Among the lines of the data, copy those that hold "ring".

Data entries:
- - - -
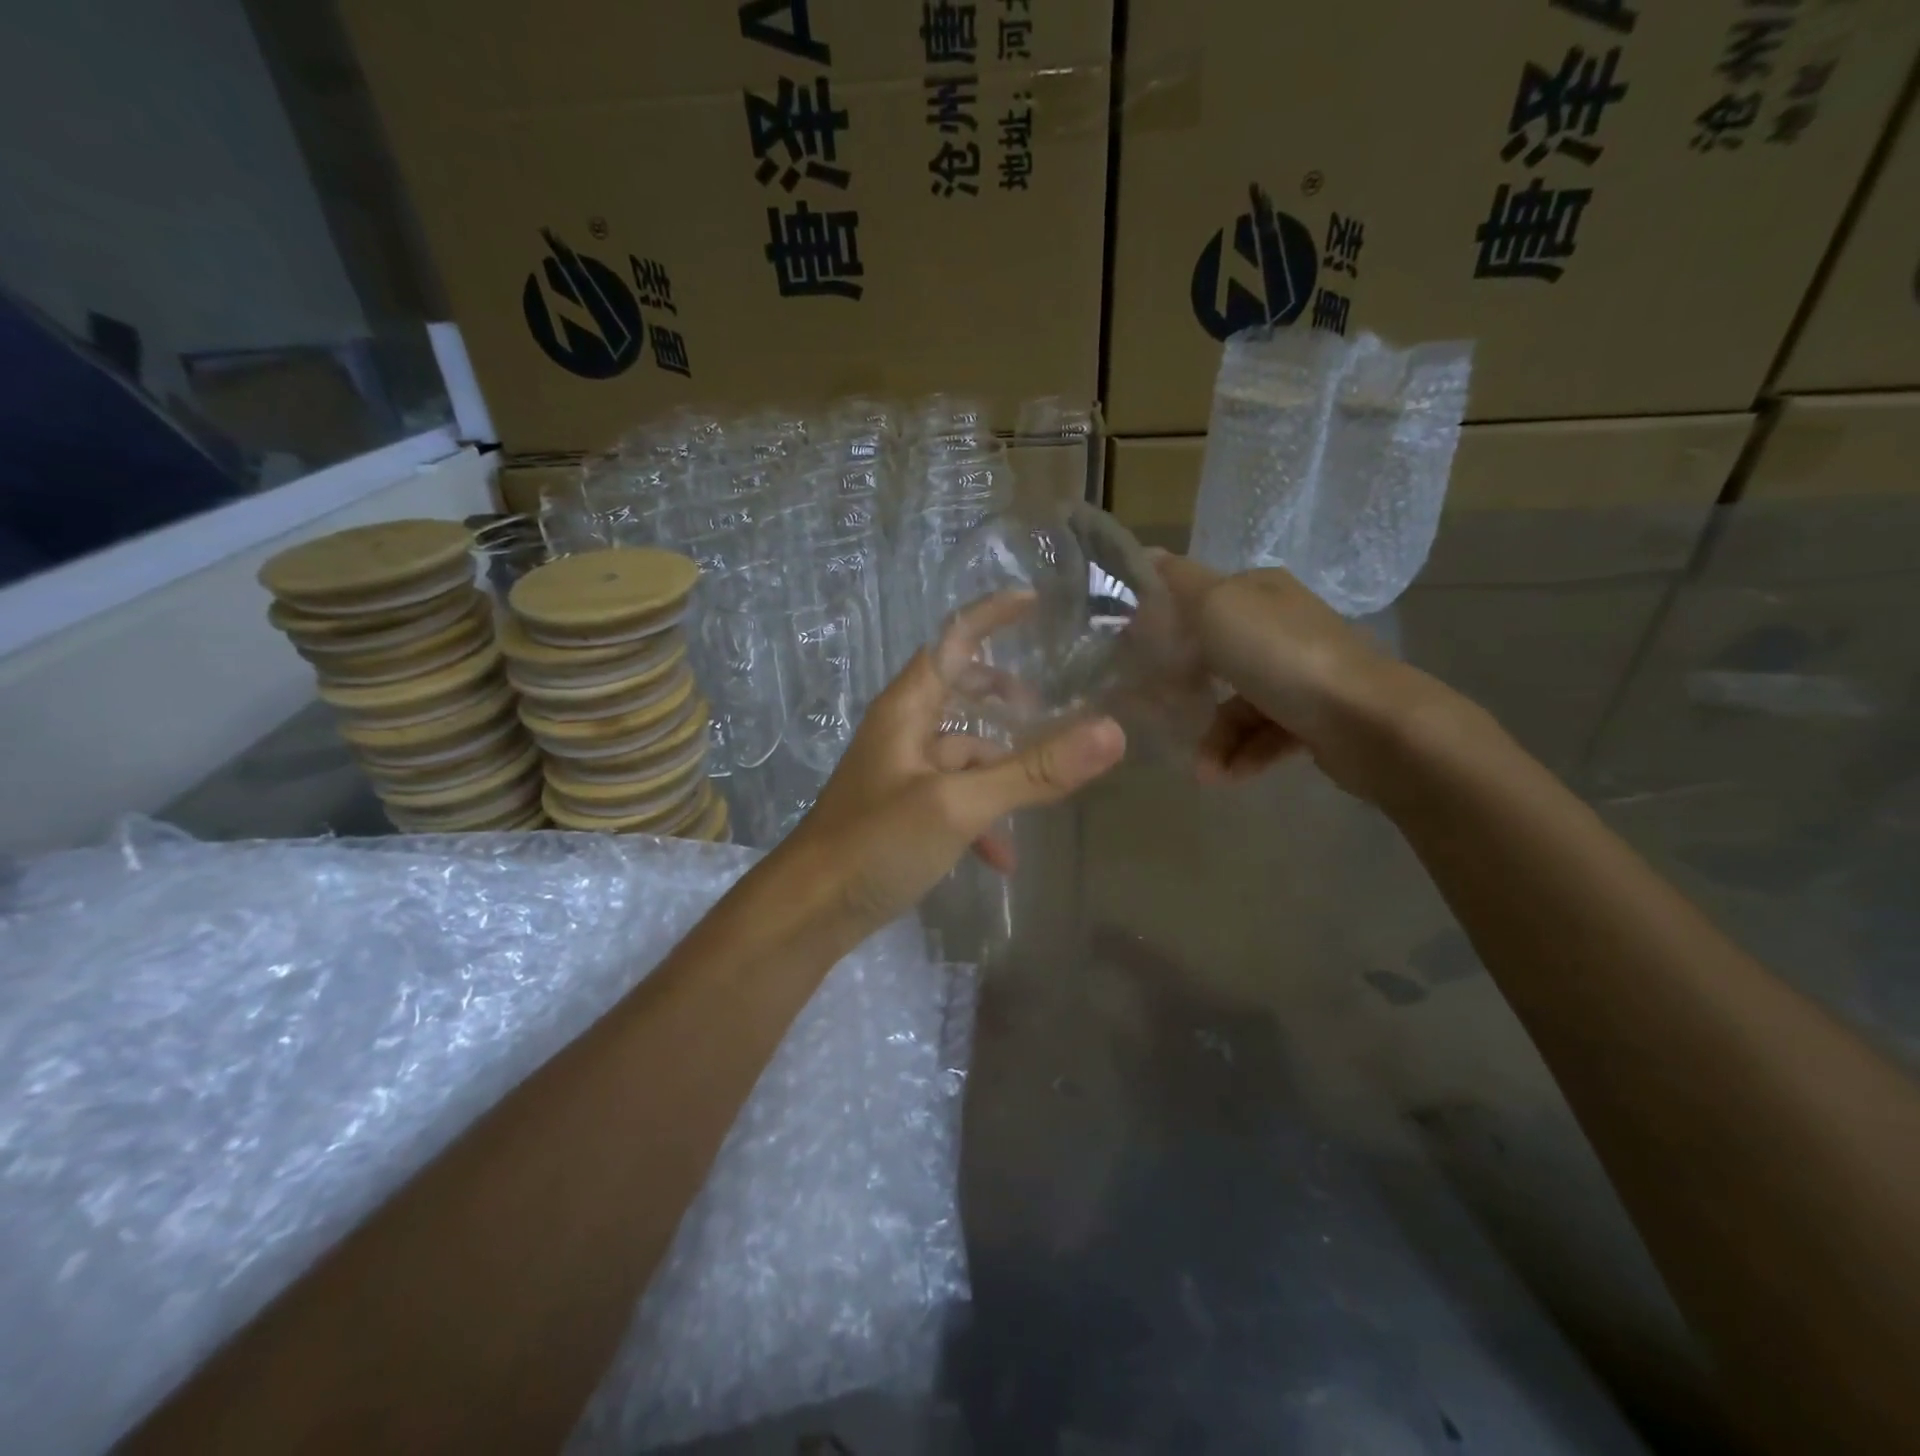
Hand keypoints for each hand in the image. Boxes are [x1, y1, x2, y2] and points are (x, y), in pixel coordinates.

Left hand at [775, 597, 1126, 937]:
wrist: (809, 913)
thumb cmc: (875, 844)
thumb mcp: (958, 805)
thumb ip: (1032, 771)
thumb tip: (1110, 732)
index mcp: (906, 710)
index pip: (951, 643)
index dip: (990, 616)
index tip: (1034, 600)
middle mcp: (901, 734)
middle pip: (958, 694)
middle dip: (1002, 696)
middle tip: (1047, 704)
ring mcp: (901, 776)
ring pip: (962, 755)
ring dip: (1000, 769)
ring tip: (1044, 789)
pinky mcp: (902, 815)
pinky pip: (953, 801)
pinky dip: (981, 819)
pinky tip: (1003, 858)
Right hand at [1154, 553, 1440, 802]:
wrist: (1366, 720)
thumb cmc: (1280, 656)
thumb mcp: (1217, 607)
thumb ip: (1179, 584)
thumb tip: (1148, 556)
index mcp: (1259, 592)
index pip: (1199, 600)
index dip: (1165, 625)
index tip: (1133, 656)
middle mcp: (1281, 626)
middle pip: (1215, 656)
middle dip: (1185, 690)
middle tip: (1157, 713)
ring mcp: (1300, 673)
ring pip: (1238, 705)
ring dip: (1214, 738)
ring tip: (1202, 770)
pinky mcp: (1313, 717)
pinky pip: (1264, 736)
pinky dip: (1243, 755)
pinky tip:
- - - -
TASK RESPONSE:
ring mcp: (901, 776)
ring pip: (962, 755)
ring dip: (1000, 769)
ring tip: (1044, 789)
ring mcp: (1300, 673)
ring pip: (1238, 705)
ring dip: (1214, 738)
ring tip: (1202, 770)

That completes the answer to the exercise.